=== DATA EXTRACTS ===
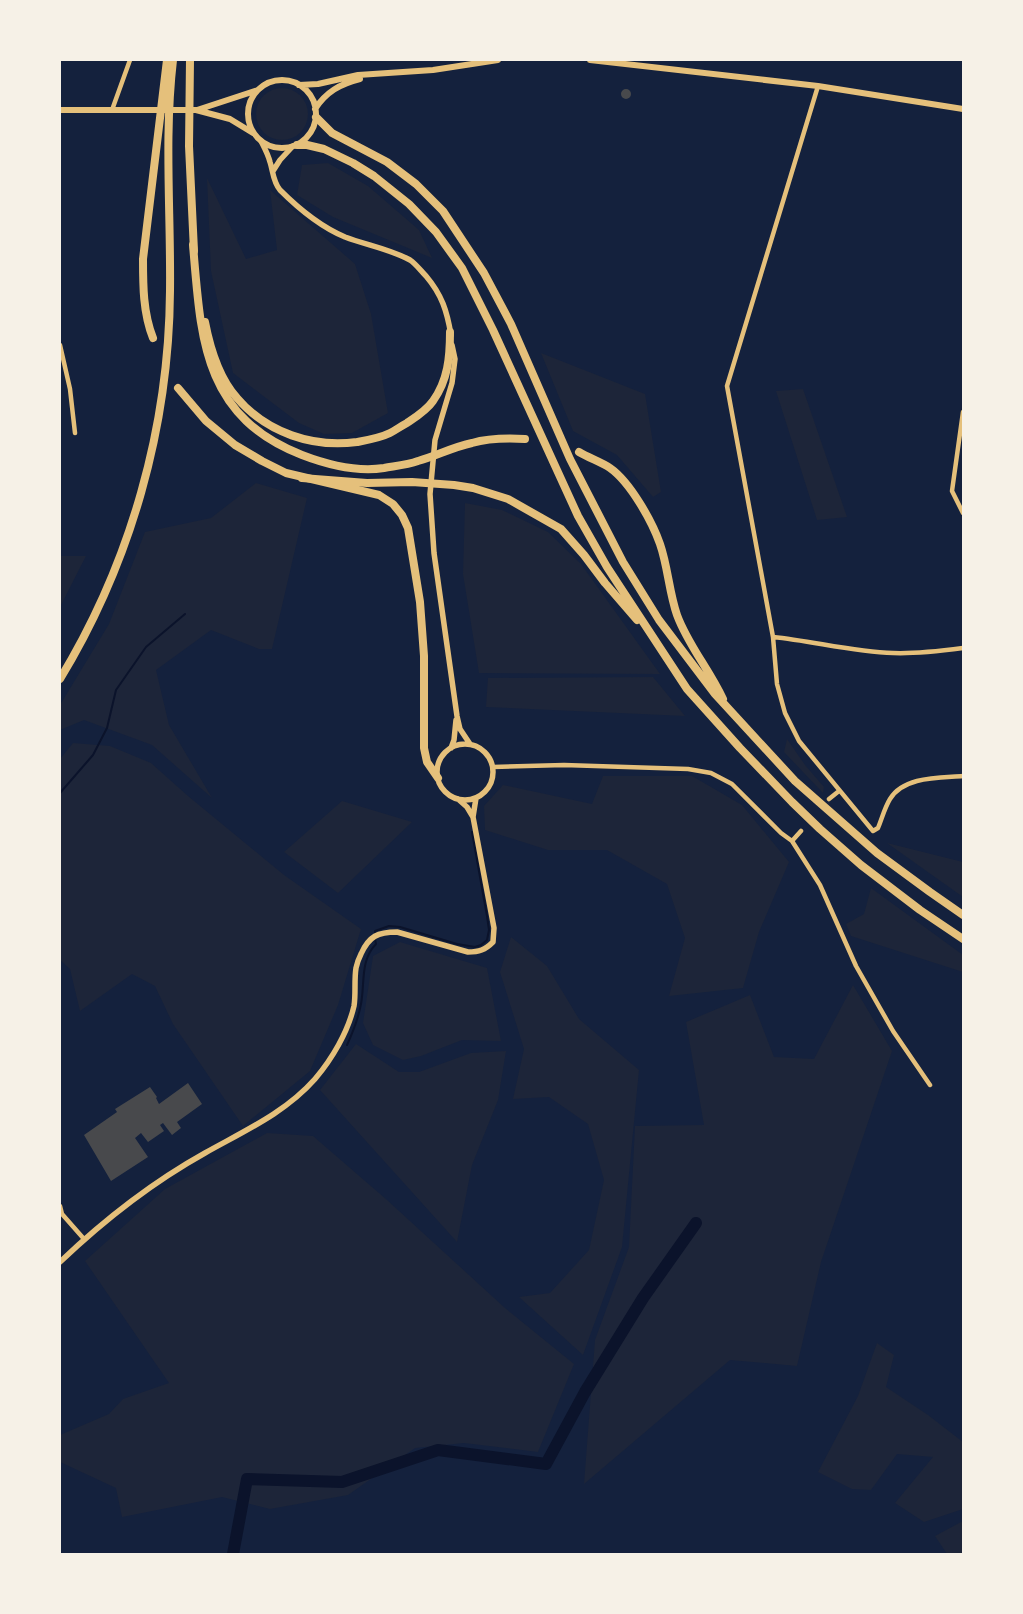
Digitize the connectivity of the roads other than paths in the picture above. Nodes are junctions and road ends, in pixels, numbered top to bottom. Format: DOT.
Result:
graph roads {
  1 [pos="130,60"];
  2 [pos="166,60"];
  3 [pos="173,60"];
  4 [pos="190,60"];
  5 [pos="498,60"];
  6 [pos="590,60"];
  7 [pos="388,73"];
  8 [pos="299,85"];
  9 [pos="818,86"];
  10 [pos="259,89"];
  11 [pos="963,109"];
  12 [pos="60,110"];
  13 [pos="112,110"];
  14 [pos="196,110"];
  15 [pos="315,113"];
  16 [pos="254,134"];
  17 [pos="261,141"];
  18 [pos="295,146"];
  19 [pos="273,171"];
  20 [pos="193,245"];
  21 [pos="450,332"];
  22 [pos="153,338"];
  23 [pos="60,345"];
  24 [pos="178,388"];
  25 [pos="963,412"];
  26 [pos="75,433"];
  27 [pos="525,439"];
  28 [pos="579,452"];
  29 [pos="302,478"];
  30 [pos="963,513"];
  31 [pos="774,637"];
  32 [pos="963,648"];
  33 [pos="661,649"];
  34 [pos="60,679"];
  35 [pos="726,707"];
  36 [pos="457,716"];
  37 [pos="470,744"];
  38 [pos="451,748"];
  39 [pos="493,767"];
  40 [pos="963,776"];
  41 [pos="438,778"];
  42 [pos="839,791"];
  43 [pos="476,798"];
  44 [pos="458,799"];
  45 [pos="825,802"];
  46 [pos="473,818"];
  47 [pos="801,831"];
  48 [pos="792,841"];
  49 [pos="963,915"];
  50 [pos="963,939"];
  51 [pos="930,1085"];
  52 [pos="60,1206"];
  53 [pos="84,1239"];
  54 [pos="60,1262"];
  1 -- 13 [label="street"];
  2 -- 22 [label="highway"];
  3 -- 34 [label="highway"];
  4 -- 20 [label="highway"];
  5 -- 7 [label="main road"];
  6 -- 9 [label="main road"];
  7 -- 8 [label="main road"];
  7 -- 15 [label="main road"];
  8 -- 10 [label="main road"];
  8 -- 15 [label="main road"];
  9 -- 11 [label="main road"];
  9 -- 31 [label="street"];
  10 -- 14 [label="main road"];
  10 -- 16 [label="main road"];
  12 -- 13 [label="main road"];
  13 -- 14 [label="main road"];
  14 -- 16 [label="main road"];
  15 -- 18 [label="main road"];
  15 -- 35 [label="highway"];
  16 -- 17 [label="main road"];
  17 -- 18 [label="main road"];
  17 -- 19 [label="street"];
  18 -- 19 [label="street"];
  18 -- 33 [label="highway"];
  19 -- 21 [label="street"];
  20 -- 21 [label="highway"];
  20 -- 27 [label="highway"];
  21 -- 36 [label="street"];
  23 -- 26 [label="street"];
  24 -- 29 [label="highway"];
  25 -- 30 [label="street"];
  28 -- 35 [label="highway"];
  29 -- 33 [label="highway"];
  29 -- 41 [label="highway"];
  31 -- 32 [label="street"];
  31 -- 42 [label="street"];
  33 -- 50 [label="highway"];
  35 -- 45 [label="highway"];
  36 -- 37 [label="street"];
  36 -- 38 [label="street"];
  37 -- 38 [label="street"];
  37 -- 39 [label="street"];
  38 -- 41 [label="street"];
  39 -- 43 [label="street"];
  39 -- 48 [label="street"];
  40 -- 42 [label="street"];
  41 -- 44 [label="street"];
  42 -- 45 [label="street"];
  43 -- 44 [label="street"];
  43 -- 46 [label="street"];
  44 -- 46 [label="street"];
  45 -- 49 [label="highway"];
  46 -- 53 [label="street"];
  47 -- 48 [label="street"];
  48 -- 51 [label="street"];
  52 -- 53 [label="street"];
  53 -- 54 [label="street"];
}
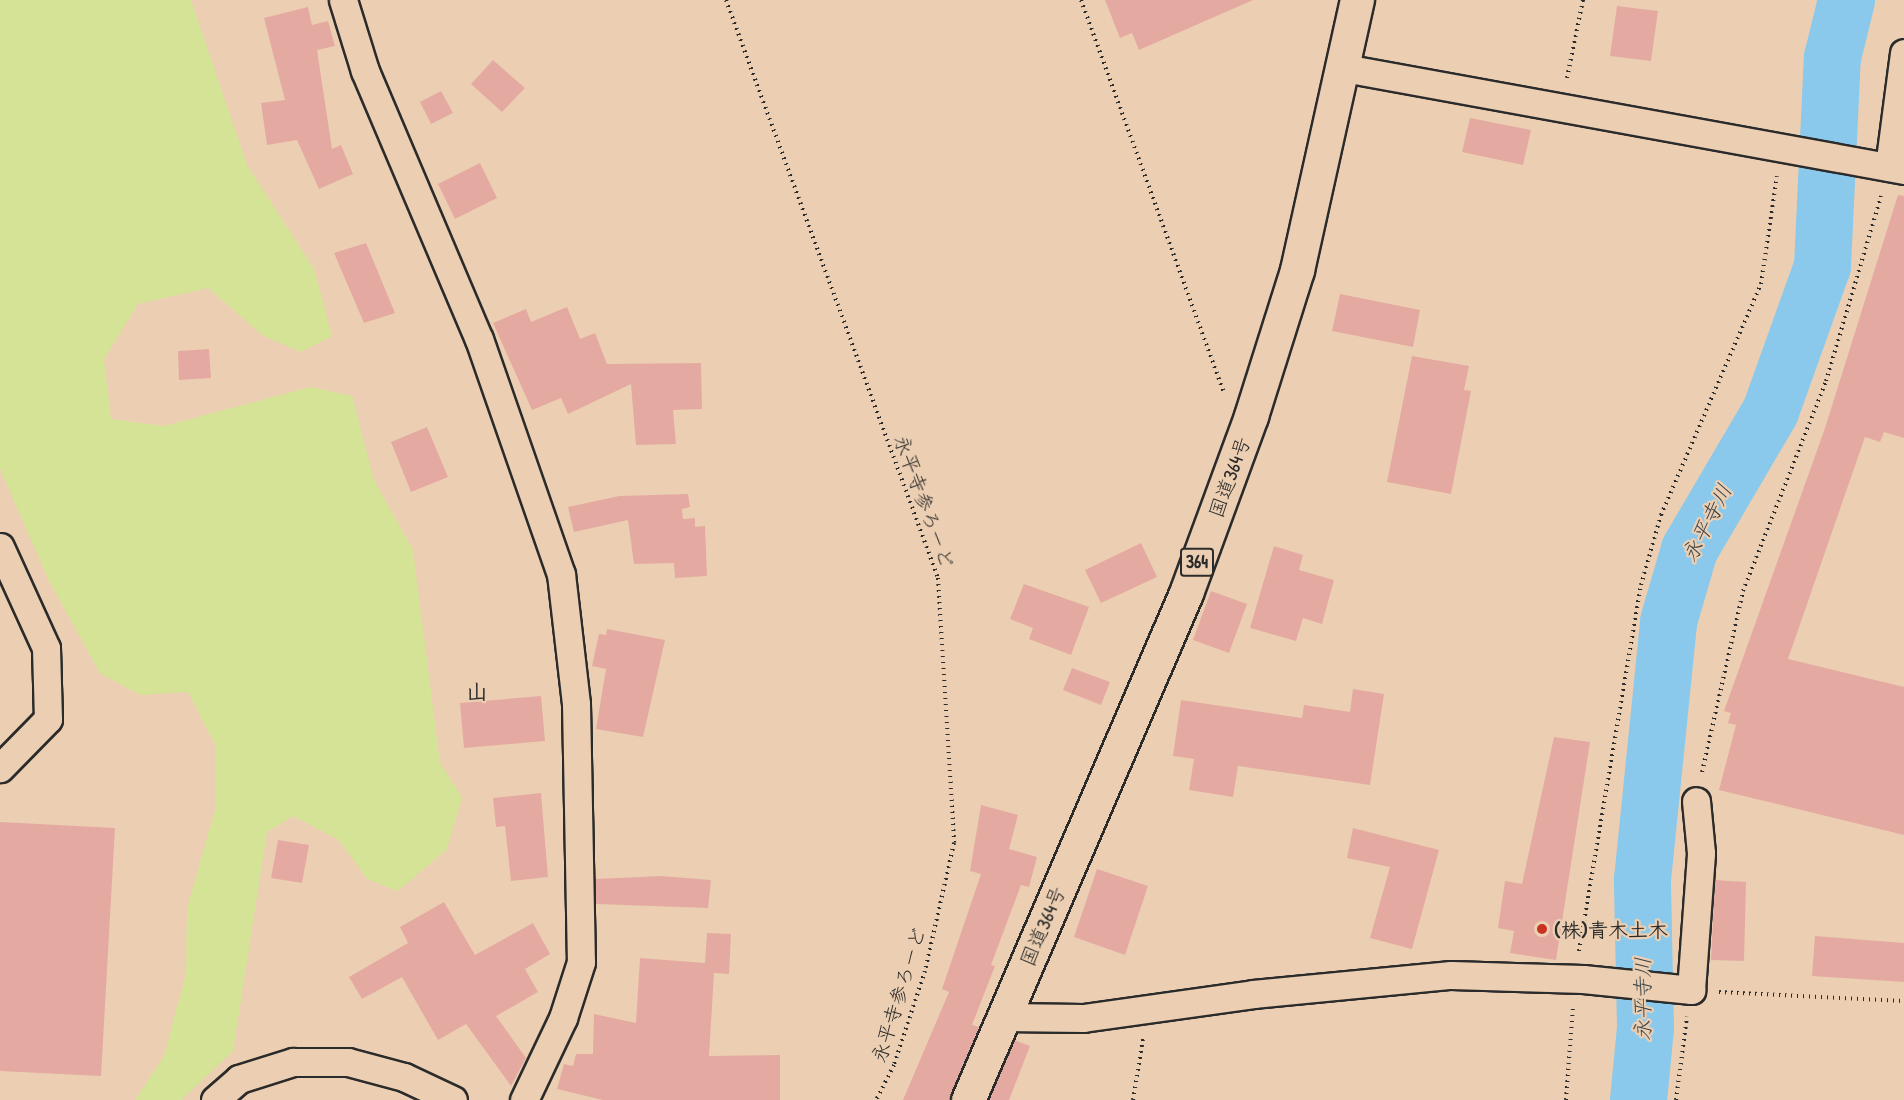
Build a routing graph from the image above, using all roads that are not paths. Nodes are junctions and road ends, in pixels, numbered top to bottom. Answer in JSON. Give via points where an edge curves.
{"nodes":[{"id":1,"x":343,"y":0,"type":"edge"},
{"id":2,"x":1357,"y":0,"type":"edge"},
{"id":3,"x":1904,"y":53,"type":"edge"},
{"id":4,"x":1344,"y":68,"type":"junction"},
{"id":5,"x":1887,"y":166,"type":"edge"},
{"id":6,"x":0,"y":547,"type":"edge"},
{"id":7,"x":0,"y":768,"type":"edge"},
{"id":8,"x":1696,"y":801,"type":"road end"},
{"id":9,"x":1004,"y":1017,"type":"junction"},
{"id":10,"x":215,"y":1100,"type":"edge"},
{"id":11,"x":453,"y":1100,"type":"edge"},
{"id":12,"x":524,"y":1100,"type":"edge"},
{"id":13,"x":968,"y":1100,"type":"edge"}],
"edges":[{"from":1,"to":12,"type":"street","via":[[369,81],[483,350],[561,574],[576,704],[581,962],[563,1018]]},
{"from":2,"to":4,"type":"highway","name":"国道364号","number":"364"},
{"from":3,"to":5,"type":"street"},
{"from":4,"to":5,"type":"street"},
{"from":4,"to":9,"type":"highway","name":"国道364号","number":"364","via":[[1297,270],[1251,416],[1186,593]]},
{"from":6,"to":7,"type":"street","via":[[46,648],[48,719]]},
{"from":8,"to":9,"type":"street","via":[[1701,853],[1684,989],[1579,979],[1451,975],[1083,1018]]},
{"from":9,"to":13,"type":"highway","name":"国道364号","number":"364"},
{"from":10,"to":11,"type":"street","via":[[239,1079],[293,1062],[348,1062],[404,1077]]}]}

=== EXERCISE DESCRIPTION ===
Omit pictures and output the listing exactly.

=== ANSWER TO THE PROBLEM ===
Digitize the connectivity of the roads other than paths in the picture above. Nodes are junctions and road ends, in pixels, numbered top to bottom. Format: DOT.
Result:
graph roads {
  1 [pos="130,60"];
  2 [pos="166,60"];
  3 [pos="173,60"];
  4 [pos="190,60"];
  5 [pos="498,60"];
  6 [pos="590,60"];
  7 [pos="388,73"];
  8 [pos="299,85"];
  9 [pos="818,86"];
  10 [pos="259,89"];
  11 [pos="963,109"];
  12 [pos="60,110"];
  13 [pos="112,110"];
  14 [pos="196,110"];
  15 [pos="315,113"];
  16 [pos="254,134"];
  17 [pos="261,141"];
  18 [pos="295,146"];
  19 [pos="273,171"];
  20 [pos="193,245"];
  21 [pos="450,332"];
  22 [pos="153,338"];
  23 [pos="60,345"];
  24 [pos="178,388"];
  25 [pos="963,412"];
  26 [pos="75,433"];
  27 [pos="525,439"];
  28 [pos="579,452"];
  29 [pos="302,478"];
  30 [pos="963,513"];
  31 [pos="774,637"];
  32 [pos="963,648"];
  33 [pos="661,649"];
  34 [pos="60,679"];
  35 [pos="726,707"];
  36 [pos="457,716"];
  37 [pos="470,744"];
  38 [pos="451,748"];
  39 [pos="493,767"];
  40 [pos="963,776"];
  41 [pos="438,778"];
  42 [pos="839,791"];
  43 [pos="476,798"];
  44 [pos="458,799"];
  45 [pos="825,802"];
  46 [pos="473,818"];
  47 [pos="801,831"];
  48 [pos="792,841"];
  49 [pos="963,915"];
  50 [pos="963,939"];
  51 [pos="930,1085"];
  52 [pos="60,1206"];
  53 [pos="84,1239"];
  54 [pos="60,1262"];
  1 -- 13 [label="street"];
  2 -- 22 [label="highway"];
  3 -- 34 [label="highway"];
  4 -- 20 [label="highway"];
  5 -- 7 [label="main road"];
  6 -- 9 [label="main road"];
  7 -- 8 [label="main road"];
  7 -- 15 [label="main road"];
  8 -- 10 [label="main road"];
  8 -- 15 [label="main road"];
  9 -- 11 [label="main road"];
  9 -- 31 [label="street"];
  10 -- 14 [label="main road"];
  10 -- 16 [label="main road"];
  12 -- 13 [label="main road"];
  13 -- 14 [label="main road"];
  14 -- 16 [label="main road"];
  15 -- 18 [label="main road"];
  15 -- 35 [label="highway"];
  16 -- 17 [label="main road"];
  17 -- 18 [label="main road"];
  17 -- 19 [label="street"];
  18 -- 19 [label="street"];
  18 -- 33 [label="highway"];
  19 -- 21 [label="street"];
  20 -- 21 [label="highway"];
  20 -- 27 [label="highway"];
  21 -- 36 [label="street"];
  23 -- 26 [label="street"];
  24 -- 29 [label="highway"];
  25 -- 30 [label="street"];
  28 -- 35 [label="highway"];
  29 -- 33 [label="highway"];
  29 -- 41 [label="highway"];
  31 -- 32 [label="street"];
  31 -- 42 [label="street"];
  33 -- 50 [label="highway"];
  35 -- 45 [label="highway"];
  36 -- 37 [label="street"];
  36 -- 38 [label="street"];
  37 -- 38 [label="street"];
  37 -- 39 [label="street"];
  38 -- 41 [label="street"];
  39 -- 43 [label="street"];
  39 -- 48 [label="street"];
  40 -- 42 [label="street"];
  41 -- 44 [label="street"];
  42 -- 45 [label="street"];
  43 -- 44 [label="street"];
  43 -- 46 [label="street"];
  44 -- 46 [label="street"];
  45 -- 49 [label="highway"];
  46 -- 53 [label="street"];
  47 -- 48 [label="street"];
  48 -- 51 [label="street"];
  52 -- 53 [label="street"];
  53 -- 54 [label="street"];
}
Build a routing graph from the image above, using all roads that are not paths. Nodes are junctions and road ends, in pixels, numbered top to bottom. Answer in JSON. Give via points where an edge curves.
{"nodes":[{"id":1,"x":343,"y":0,"type":"edge"},
{"id":2,"x":1357,"y":0,"type":"edge"},
{"id":3,"x":1904,"y":53,"type":"edge"},
{"id":4,"x":1344,"y":68,"type":"junction"},
{"id":5,"x":1887,"y":166,"type":"edge"},
{"id":6,"x":0,"y":547,"type":"edge"},
{"id":7,"x":0,"y":768,"type":"edge"},
{"id":8,"x":1696,"y":801,"type":"road end"},
{"id":9,"x":1004,"y":1017,"type":"junction"},
{"id":10,"x":215,"y":1100,"type":"edge"},
{"id":11,"x":453,"y":1100,"type":"edge"},
{"id":12,"x":524,"y":1100,"type":"edge"},
{"id":13,"x":968,"y":1100,"type":"edge"}],
"edges":[{"from":1,"to":12,"type":"street","via":[[369,81],[483,350],[561,574],[576,704],[581,962],[563,1018]]},
{"from":2,"to":4,"type":"highway","name":"国道364号","number":"364"},
{"from":3,"to":5,"type":"street"},
{"from":4,"to":5,"type":"street"},
{"from":4,"to":9,"type":"highway","name":"国道364号","number":"364","via":[[1297,270],[1251,416],[1186,593]]},
{"from":6,"to":7,"type":"street","via":[[46,648],[48,719]]},
{"from":8,"to":9,"type":"street","via":[[1701,853],[1684,989],[1579,979],[1451,975],[1083,1018]]},
{"from":9,"to":13,"type":"highway","name":"国道364号","number":"364"},
{"from":10,"to":11,"type":"street","via":[[239,1079],[293,1062],[348,1062],[404,1077]]}]}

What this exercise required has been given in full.